(Collection entries)
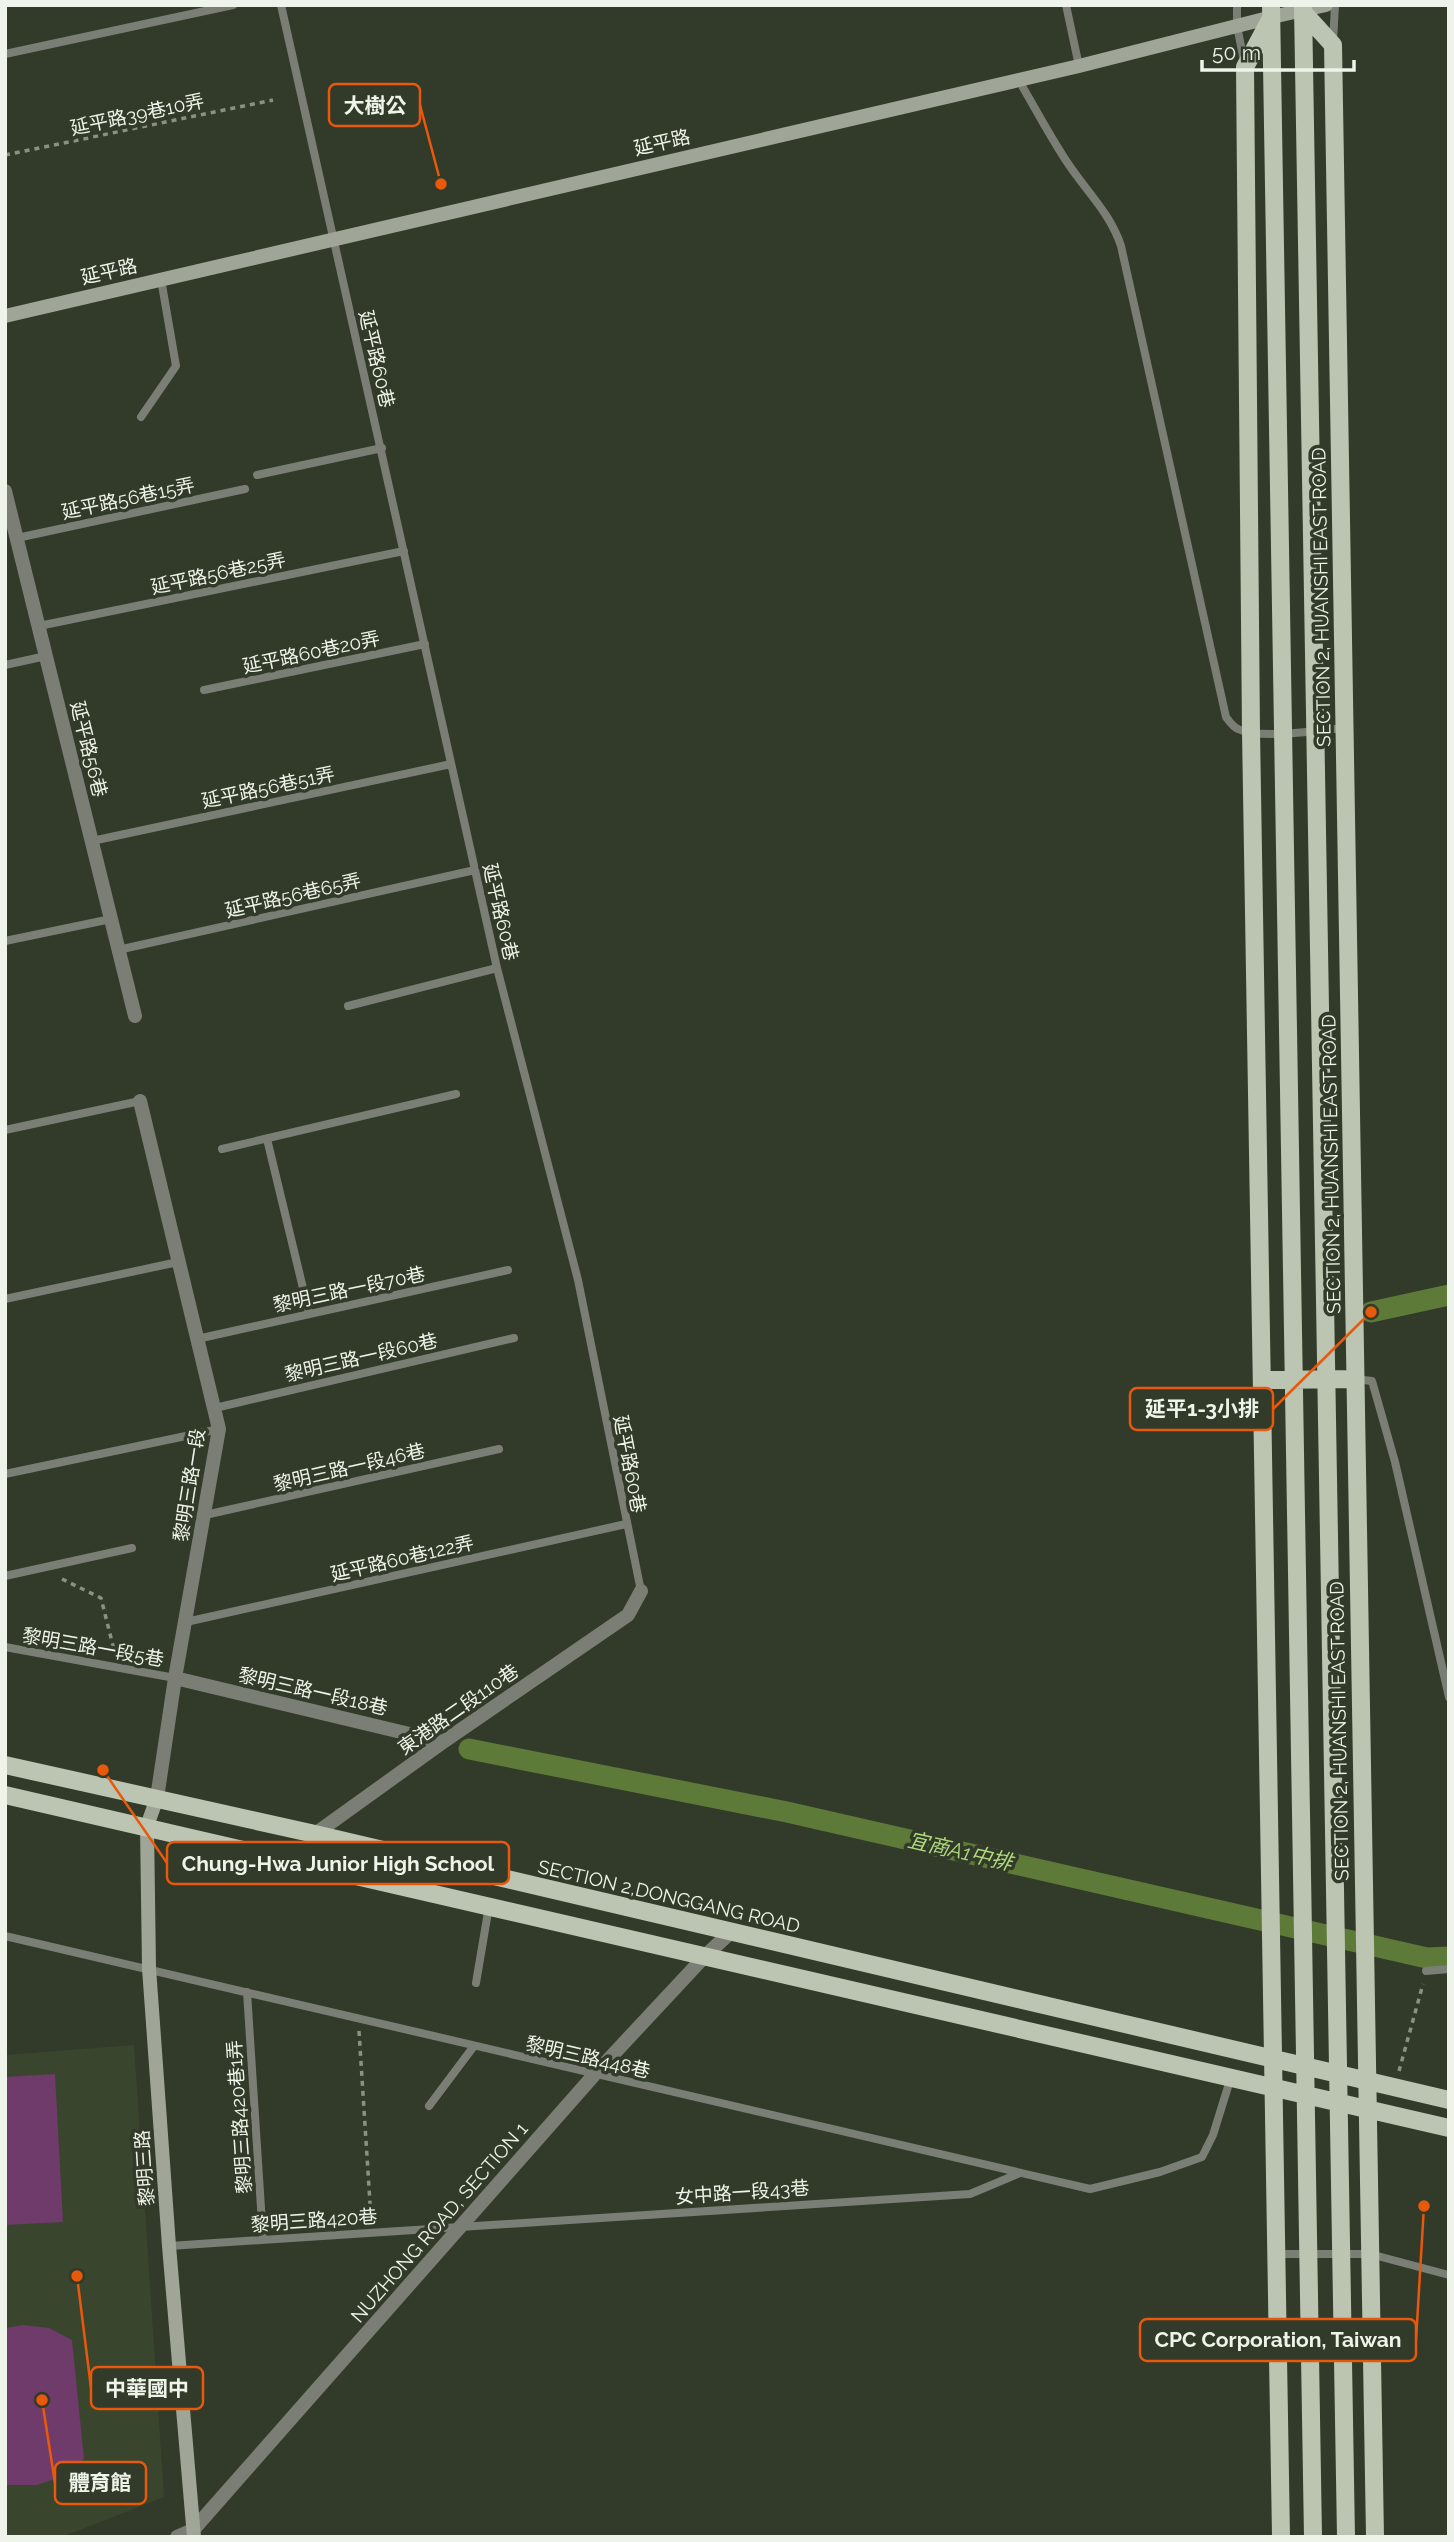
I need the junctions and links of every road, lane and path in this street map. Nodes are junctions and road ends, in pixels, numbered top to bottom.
1 (233, 5) edge
2 (281, 5) edge
3 (1066, 5) edge
4 (1237, 5) edge
5 (1326, 5) edge
6 (1335, 5) edge
7 (1303, 8) edge
8 (1271, 11) edge
9 (1237, 26) junction
10 (1333, 45) junction
11 (5, 54) edge
12 (1079, 66) junction
13 (1245, 67) junction
14 (1018, 79) junction
15 (274, 100) dead end
16 (5, 155) edge
17 (334, 239) junction
18 (161, 279) junction
19 (5, 316) edge
20 (141, 417) dead end
21 (382, 448) junction
22 (257, 475) dead end
23 (245, 489) dead end
24 (5, 491) edge
25 (17, 538) junction
26 (404, 551) junction
27 (39, 626) junction
28 (425, 644) junction
29 (46, 656) junction
30 (5, 665) edge
31 (204, 690) dead end
32 (1344, 728) junction
33 (1317, 730) junction
34 (1251, 732) junction
35 (1283, 734) junction
36 (451, 764) junction
37 (92, 841) junction
38 (475, 870) junction
39 (111, 919) junction
40 (5, 942) edge
41 (118, 950) junction
42 (498, 968) junction
43 (348, 1006) dead end
44 (135, 1016) dead end
45 (456, 1094) dead end
46 (140, 1101) joint
47 (5, 1130) edge
48 (267, 1139) junction
49 (222, 1149) dead end
50 (178, 1262) junction
51 (508, 1270) dead end
52 (5, 1299) edge
53 (309, 1313) junction
54 (514, 1338) dead end
55 (197, 1339) junction
56 (1355, 1378) junction
57 (1328, 1379) junction
58 (1262, 1380) junction
59 (1294, 1380) junction
60 (215, 1408) junction
61 (219, 1429) junction
62 (499, 1449) dead end
63 (5, 1474) edge
64 (205, 1515) junction
65 (626, 1524) junction
66 (132, 1548) dead end
67 (41, 1568) junction
68 (5, 1576) edge
69 (641, 1591) joint
70 (186, 1622) junction
71 (5, 1647) edge
72 (119, 1669) junction
73 (175, 1678) junction
74 (1449, 1696) edge
75 (443, 1742) junction
76 (5, 1765) edge
77 (5, 1795) edge
78 (156, 1798) junction
79 (147, 1826) junction
80 (315, 1833) junction
81 (307, 1864) junction
82 (489, 1906) junction
83 (731, 1932) junction
84 (5, 1936) edge
85 (705, 1956) junction
86 (149, 1968) junction
87 (1449, 1969) edge
88 (1426, 1972) joint
89 (476, 1983) dead end
90 (247, 1992) junction
91 (358, 2018) junction
92 (474, 2046) junction
93 (1273, 2059) junction
94 (1322, 2070) junction
95 (594, 2075) junction
96 (1231, 2077) junction
97 (1365, 2080) junction
98 (1273, 2086) junction
99 (1395, 2087) junction
100 (1322, 2098) junction
101 (1449, 2100) edge
102 (429, 2106) dead end
103 (1367, 2108) junction
104 (1449, 2127) edge
105 (1020, 2173) junction
106 (461, 2226) junction
107 (372, 2232) junction
108 (263, 2239) junction
109 (169, 2246) junction
110 (1277, 2254) junction
111 (1309, 2254) junction
112 (1342, 2254) junction
113 (1370, 2254) junction
114 (1449, 2275) edge
115 (194, 2533) edge
116 (177, 2537) edge
117 (1281, 2537) edge
118 (1313, 2537) edge
119 (1346, 2537) edge
120 (1375, 2537) edge

1 - 11 lane
2 - 17 lane, 延平路60巷
3 - 12 lane
4 - 9 lane
5 - 7 main road, 延平路
6 - 10 lane
7 - 8 main road, 延平路
7 - 10 main road
7 - 33 main road, SECTION 2, HUANSHI EAST ROAD
8 - 9 main road, 延平路
8 - 13 main road
8 - 35 main road, SECTION 2, HUANSHI EAST ROAD
9 - 12 main road, 延平路
9 - 13 lane
10 - 32 main road, SECTION 2, HUANSHI EAST ROAD
12 - 14 main road, 延平路
13 - 34 main road
14 - 17 main road, 延平路
14 - 34 lane
15 - 16 path, 延平路39巷10弄
17 - 18 main road, 延平路
17 - 21 lane, 延平路60巷
18 - 19 main road, 延平路
18 - 20 lane
21 - 22 lane
21 - 26 lane, 延平路60巷
23 - 25 lane, 延平路56巷15弄
24 - 25 street, 延平路56巷
25 - 27 street, 延平路56巷
26 - 27 lane, 延平路56巷25弄
26 - 28 lane, 延平路60巷
27 - 29 street, 延平路56巷
28 - 31 lane, 延平路60巷20弄
28 - 36 lane, 延平路60巷
29 - 30 lane
29 - 37 street, 延平路56巷
32 - 33 lane
32 - 56 main road, SECTION 2, HUANSHI EAST ROAD
33 - 35 lane
33 - 57 main road, SECTION 2, HUANSHI EAST ROAD
34 - 35 lane
34 - 58 main road
35 - 59 main road, SECTION 2, HUANSHI EAST ROAD
36 - 37 lane, 延平路56巷51弄
36 - 38 lane, 延平路60巷
37 - 39 street, 延平路56巷
38 - 41 lane, 延平路56巷65弄
38 - 42 lane, 延平路60巷
39 - 40 lane
39 - 41 street, 延平路56巷
41 - 44 street, 延平路56巷
42 - 43 lane
42 - 65 lane, 延平路60巷
45 - 48 lane
46 - 47 lane
46 - 50 street, 黎明三路一段
48 - 49 lane
48 - 53 lane
50 - 52 lane
50 - 55 street, 黎明三路一段
51 - 53 lane, 黎明三路一段70巷
53 - 55 lane, 黎明三路一段70巷
54 - 60 lane, 黎明三路一段60巷
55 - 60 street, 黎明三路一段
56 - 57 main road
56 - 74 lane
56 - 97 main road, SECTION 2, HUANSHI EAST ROAD
57 - 59 main road
57 - 94 main road, SECTION 2, HUANSHI EAST ROAD
58 - 59 main road
58 - 93 main road
59 - 94 main road, SECTION 2, HUANSHI EAST ROAD
60 - 61 street, 黎明三路一段
61 - 63 lane
61 - 64 street, 黎明三路一段
62 - 64 lane, 黎明三路一段46巷
64 - 70 street, 黎明三路一段
65 - 69 lane, 延平路60巷
65 - 70 lane, 延平路60巷122弄
66 - 67 lane
67 - 68 lane
67 - 72 path
69 - 75 street, 東港路二段110巷
70 - 73 street, 黎明三路一段
71 - 72 lane, 黎明三路一段5巷
72 - 73 lane, 黎明三路一段5巷
73 - 75 street, 黎明三路一段18巷
73 - 78 street, 黎明三路一段
75 - 80 street, 東港路二段110巷
76 - 78 main road, SECTION 2,DONGGANG ROAD
77 - 79 main road
78 - 79 main road, 黎明三路
78 - 80 main road, SECTION 2,DONGGANG ROAD
79 - 81 main road
79 - 86 main road, 黎明三路
80 - 81 street
80 - 83 main road, SECTION 2,DONGGANG ROAD
81 - 82 main road
82 - 85 main road
82 - 89 lane
83 - 85 street, NUZHONG ROAD, SECTION 1
83 - 93 main road, SECTION 2,DONGGANG ROAD
84 - 86 lane, 黎明三路448巷
85 - 95 street, NUZHONG ROAD, SECTION 1
85 - 96 main road
86 - 90 lane, 黎明三路448巷
86 - 109 main road, 黎明三路
87 - 88 lane
88 - 99 path
90 - 91 lane, 黎明三路448巷
90 - 108 lane, 黎明三路420巷1弄
91 - 92 lane, 黎明三路448巷
91 - 107 path
92 - 95 lane, 黎明三路448巷
92 - 102 lane
93 - 94 main road, SECTION 2,DONGGANG ROAD
93 - 98 main road
94 - 97 main road, SECTION 2,DONGGANG ROAD
94 - 100 main road, SECTION 2, HUANSHI EAST ROAD
94 - 100 main road, SECTION 2, HUANSHI EAST ROAD
95 - 105 lane, 黎明三路448巷
95 - 106 street, NUZHONG ROAD, SECTION 1
96 - 98 main road
96 - 105 lane, 黎明三路448巷
97 - 99 main road, SECTION 2,DONGGANG ROAD
97 - 103 main road, SECTION 2, HUANSHI EAST ROAD
98 - 100 main road
98 - 110 main road
99 - 101 main road, SECTION 2,DONGGANG ROAD
100 - 103 main road
100 - 111 main road, SECTION 2, HUANSHI EAST ROAD
100 - 112 main road, SECTION 2, HUANSHI EAST ROAD
103 - 104 main road
103 - 113 main road, SECTION 2, HUANSHI EAST ROAD
105 - 106 lane, 女中路一段43巷
106 - 107 lane, 黎明三路420巷
106 - 115 street, NUZHONG ROAD, SECTION 1
107 - 108 lane, 黎明三路420巷
108 - 109 lane, 黎明三路420巷
109 - 115 main road, 黎明三路
110 - 111 lane
110 - 117 main road
111 - 112 lane
111 - 118 main road, SECTION 2, HUANSHI EAST ROAD
112 - 113 lane
112 - 119 main road, SECTION 2, HUANSHI EAST ROAD
113 - 114 lane
113 - 120 main road, SECTION 2, HUANSHI EAST ROAD
115 - 116 street, NUZHONG ROAD, SECTION 1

» **Problem description**:
Look over the data above and show each line that contains "path".

» **Response area**:
I need the junctions and links of every road, lane and path in this street map. Nodes are junctions and road ends, in pixels, numbered top to bottom.
15 - 16 path, 延平路39巷10弄
67 - 72 path
88 - 99 path
91 - 107 path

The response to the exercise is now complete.